Il est en course pour ce jeune seigneur ; j’aurai l’honneur de vous servir moi-même.

BURIDAN.

Comme tu voudras ; mais dépêche. — (Se retournant vers les manants.) Est-ce qu’il y en a un qui parle là-bas ?

LES MANANTS.

Non, monseigneur.

PHILIPPE.

Par mon patron ! messire, vous venez de me tirer d’un mauvais pas, et je m’en souviendrai en pareille occasion si je vous y trouve.

BURIDAN.

Votre main.

PHILIPPE.

De grand cœur.

BURIDAN.

Tout est dit. — (Orsini apporte du vin dans des pots.) Á votre santé !… Porte deux pots de celui-là à ces drôles, afin qu’ils boivent à la nôtre… bien. C’est la première fois, mon jeune soldat, que je vous vois dans la vénérable taverne de maître Orsini ; êtes-vous nouveau venu dans la bonne ville de Paris ?

PHILIPPE.

J’y suis arrivé il y a deux heures, justement pour voir passer le cortège de la reine Marguerite.

BURIDAN.

Reine, pas encore.

PHILIPPE.

Reine après-demain ; c’est après-demain qu’arrive de Navarre pour succédera Philippe le Bel, son père, monseigneur le roi Louis X, et j’ai profité de son avènement au trône pour revenir de Flandre où j’étais en guerre.

BURIDAN.

Et moi d’Italie où je me battais aussi. Il parait que la même cause nous amène, mon maître ?

PHILIPPE.

Je cherche fortune.

BURIDAN.

C’est comme moi ; et vos moyens de réussite ?

PHILIPPE.

Mon frère est depuis six mois capitaine près de la reine Marguerite.

BURIDAN.

Son nom ?

PHILIPPE.

Gaultier d’Aulnay.

BURIDAN.

Vous réussirez, mon cavalier, car la reine n’a rien à refuser à votre frère.

PHILIPPE.

On le dit : et je viens de lui écrire pour lui annoncer mon arrivée et lui dire de me joindre ici.

BURIDAN.

Ici au milieu de cette foule ?

PHILIPPE.

Regardez.

BURIDAN.

Ah ! tous nos gaillards sont disparus.

PHILIPPE.

Continuons, puisqu’ils nous laissent libres.
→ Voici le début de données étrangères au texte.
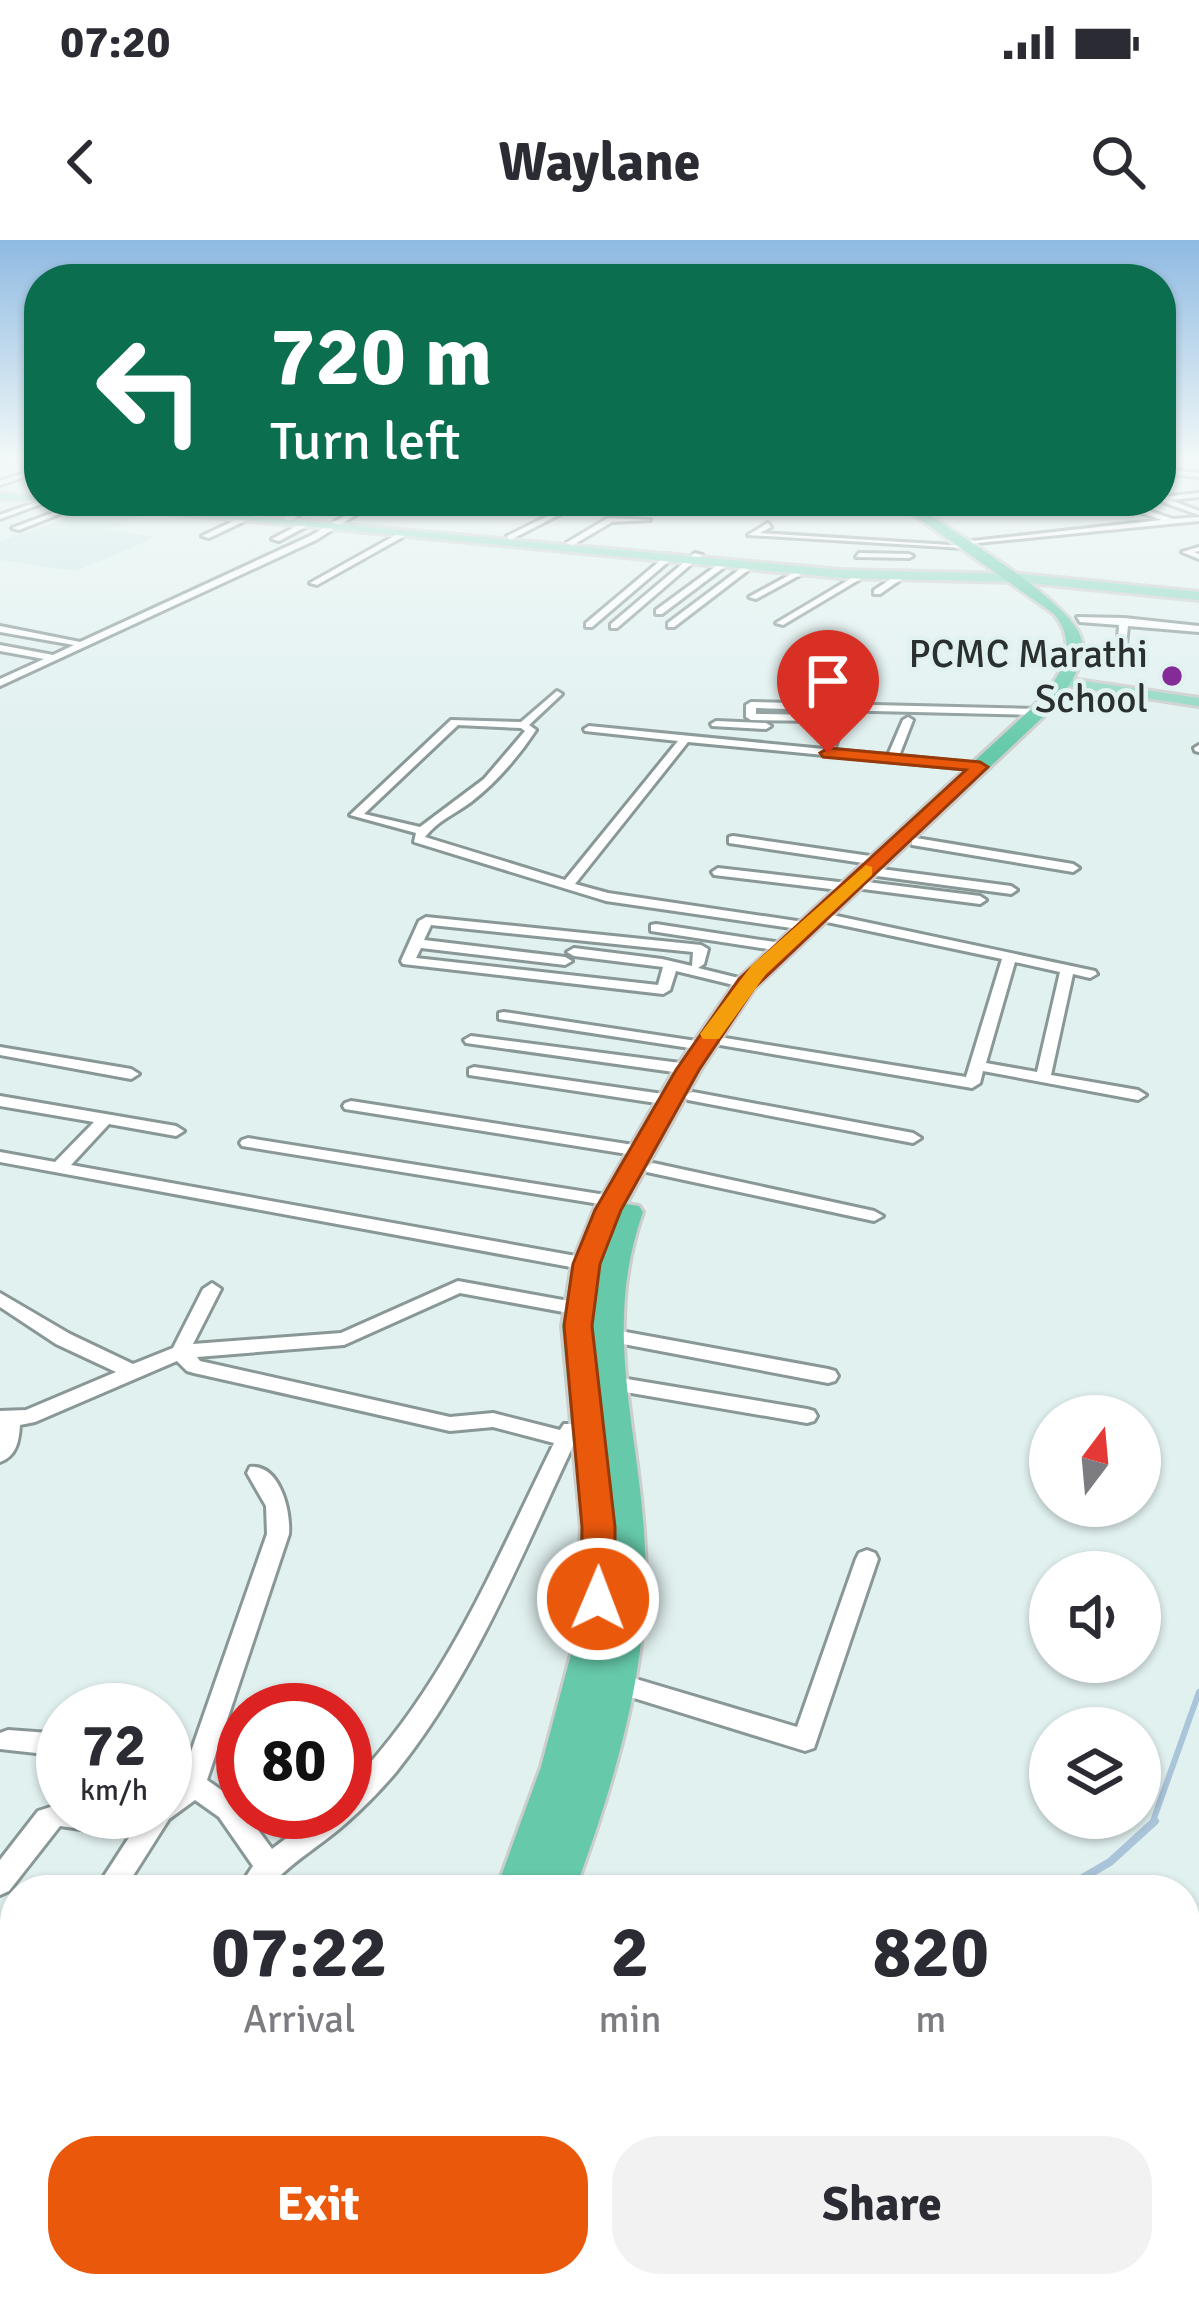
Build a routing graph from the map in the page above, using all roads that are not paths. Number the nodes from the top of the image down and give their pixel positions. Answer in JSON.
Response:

Et vous, puis-je vous demander votre nom ?

BURIDAN.

Mon nom !… dites mes noms ; j’en ai deux : un de naissance qui est le mien et que je ne porte pas ; un de guerre qui n’est pas le mien et que je porte.

PHILIPPE.

Et lequel me direz-vous ?

BURIDAN.

Mon nom de guerre, Buridan.

PHILIPPE.

Buridan ; avez-vous quelqu’un en cour ?

BURIDAN.

Personne.

PHILIPPE.

Vos ressources ?

BURIDAN.

Sont là — (Il frappe son front.) et là — (Il frappe son cœur.) Dans la tête et le cœur.

PHILIPPE.

Vous comptez sur votre bonne mine et sur l’amour ; vous avez raison, mon cavalier.

BURIDAN.

Je compte sur autre chose encore ; je suis du même âge, du même pays que la reine… j’ai été page du duc Robert II, son père, lequel est mort assassiné… la reine et moi n’avions pas, à nous deux, l’âge que chacun de nous a seul maintenant.

PHILIPPE.

Quel est votre âge ?

BURIDAN.

Trente-cinq ans.

PHILIPPE.

Eh bien !

BURIDAN.

Eh bien ! il y a depuis cette époque un secret entre Marguerite de Bourgogne et moi… un secret qui me tuera, jeune homme, ou qui fera ma fortune.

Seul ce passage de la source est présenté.